* _TASK STATEMENT_
An exact copy of every entry is needed, with the images left out.

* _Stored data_
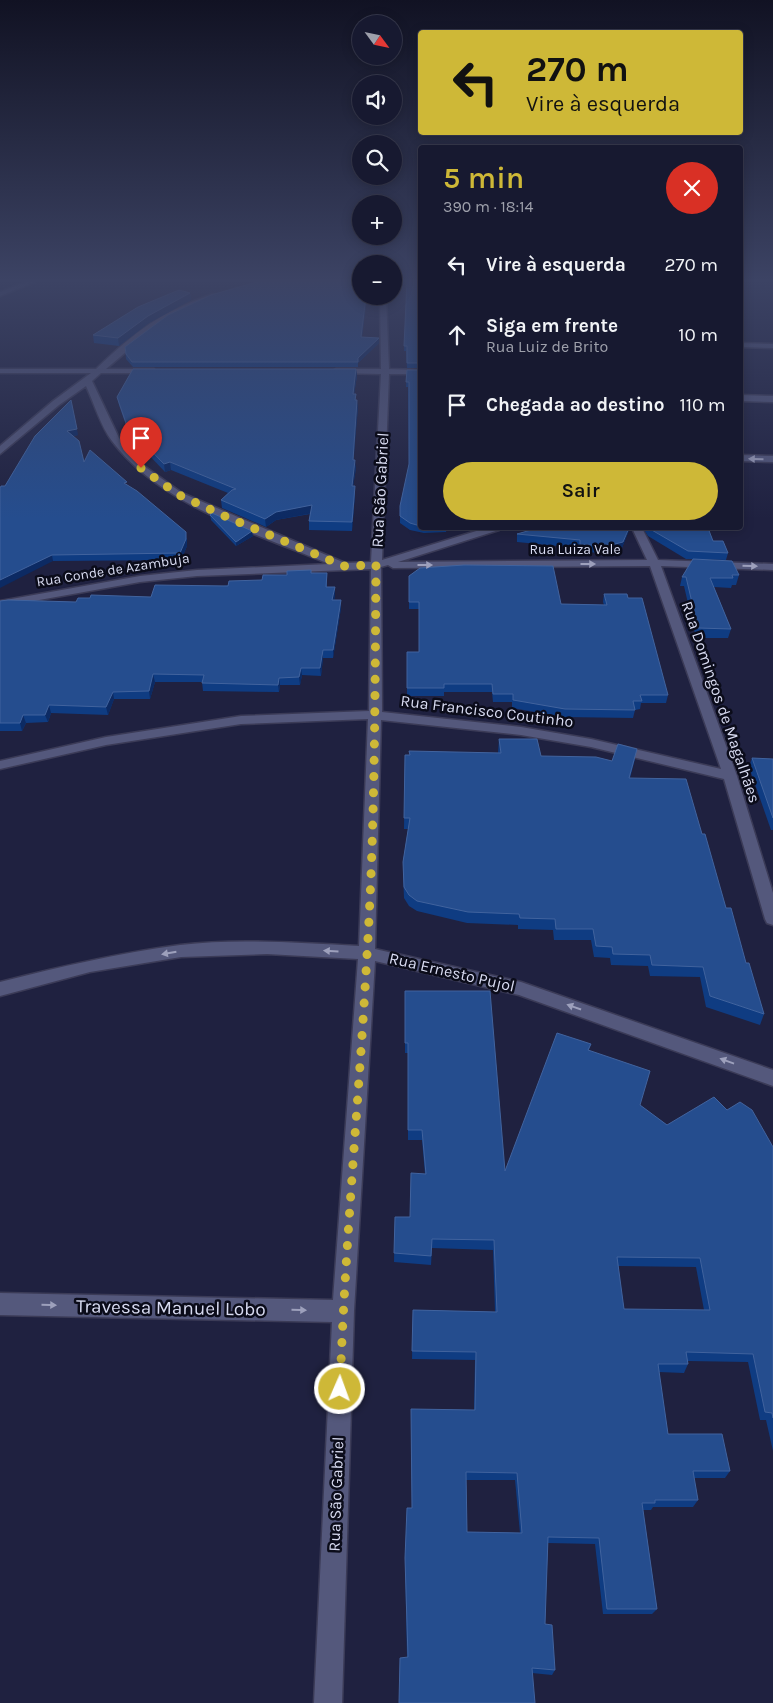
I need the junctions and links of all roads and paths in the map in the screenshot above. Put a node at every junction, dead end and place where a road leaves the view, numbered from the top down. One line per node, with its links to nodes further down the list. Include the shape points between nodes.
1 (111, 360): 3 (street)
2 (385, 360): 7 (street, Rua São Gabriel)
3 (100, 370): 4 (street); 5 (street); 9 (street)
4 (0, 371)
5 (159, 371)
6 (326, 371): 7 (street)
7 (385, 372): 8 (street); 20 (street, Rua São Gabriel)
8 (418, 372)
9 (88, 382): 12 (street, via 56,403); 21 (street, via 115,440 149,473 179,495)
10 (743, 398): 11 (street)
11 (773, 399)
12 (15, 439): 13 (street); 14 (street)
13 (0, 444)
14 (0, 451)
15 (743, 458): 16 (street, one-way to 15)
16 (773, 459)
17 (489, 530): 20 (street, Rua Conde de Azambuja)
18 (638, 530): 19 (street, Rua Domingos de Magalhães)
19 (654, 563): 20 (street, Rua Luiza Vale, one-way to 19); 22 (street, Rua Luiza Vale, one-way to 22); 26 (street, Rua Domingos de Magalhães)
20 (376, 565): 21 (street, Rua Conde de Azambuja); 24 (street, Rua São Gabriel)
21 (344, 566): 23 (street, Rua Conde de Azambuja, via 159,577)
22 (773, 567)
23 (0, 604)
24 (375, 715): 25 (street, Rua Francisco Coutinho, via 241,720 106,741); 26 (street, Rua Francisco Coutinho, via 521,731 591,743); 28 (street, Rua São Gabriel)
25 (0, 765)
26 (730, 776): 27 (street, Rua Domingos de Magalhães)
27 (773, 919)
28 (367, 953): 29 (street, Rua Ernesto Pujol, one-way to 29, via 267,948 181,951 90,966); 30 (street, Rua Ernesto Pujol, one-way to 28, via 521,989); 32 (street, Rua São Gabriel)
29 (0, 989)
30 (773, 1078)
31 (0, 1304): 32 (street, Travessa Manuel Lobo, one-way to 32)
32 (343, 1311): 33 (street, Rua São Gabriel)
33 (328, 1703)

* _SOLUTION TO THIS EXERCISE_
I need the junctions and links of all roads and paths in the map in the screenshot above. Put a node at every junction, dead end and place where a road leaves the view, numbered from the top down. One line per node, with its links to nodes further down the list. Include the shape points between nodes.
1 (111, 360): 3 (street)
2 (385, 360): 7 (street, Rua São Gabriel)
3 (100, 370): 4 (street); 5 (street); 9 (street)
4 (0, 371)
5 (159, 371)
6 (326, 371): 7 (street)
7 (385, 372): 8 (street); 20 (street, Rua São Gabriel)
8 (418, 372)
9 (88, 382): 12 (street, via 56,403); 21 (street, via 115,440 149,473 179,495)
10 (743, 398): 11 (street)
11 (773, 399)
12 (15, 439): 13 (street); 14 (street)
13 (0, 444)
14 (0, 451)
15 (743, 458): 16 (street, one-way to 15)
16 (773, 459)
17 (489, 530): 20 (street, Rua Conde de Azambuja)
18 (638, 530): 19 (street, Rua Domingos de Magalhães)
19 (654, 563): 20 (street, Rua Luiza Vale, one-way to 19); 22 (street, Rua Luiza Vale, one-way to 22); 26 (street, Rua Domingos de Magalhães)
20 (376, 565): 21 (street, Rua Conde de Azambuja); 24 (street, Rua São Gabriel)
21 (344, 566): 23 (street, Rua Conde de Azambuja, via 159,577)
22 (773, 567)
23 (0, 604)
24 (375, 715): 25 (street, Rua Francisco Coutinho, via 241,720 106,741); 26 (street, Rua Francisco Coutinho, via 521,731 591,743); 28 (street, Rua São Gabriel)
25 (0, 765)
26 (730, 776): 27 (street, Rua Domingos de Magalhães)
27 (773, 919)
28 (367, 953): 29 (street, Rua Ernesto Pujol, one-way to 29, via 267,948 181,951 90,966); 30 (street, Rua Ernesto Pujol, one-way to 28, via 521,989); 32 (street, Rua São Gabriel)
29 (0, 989)
30 (773, 1078)
31 (0, 1304): 32 (street, Travessa Manuel Lobo, one-way to 32)
32 (343, 1311): 33 (street, Rua São Gabriel)
33 (328, 1703)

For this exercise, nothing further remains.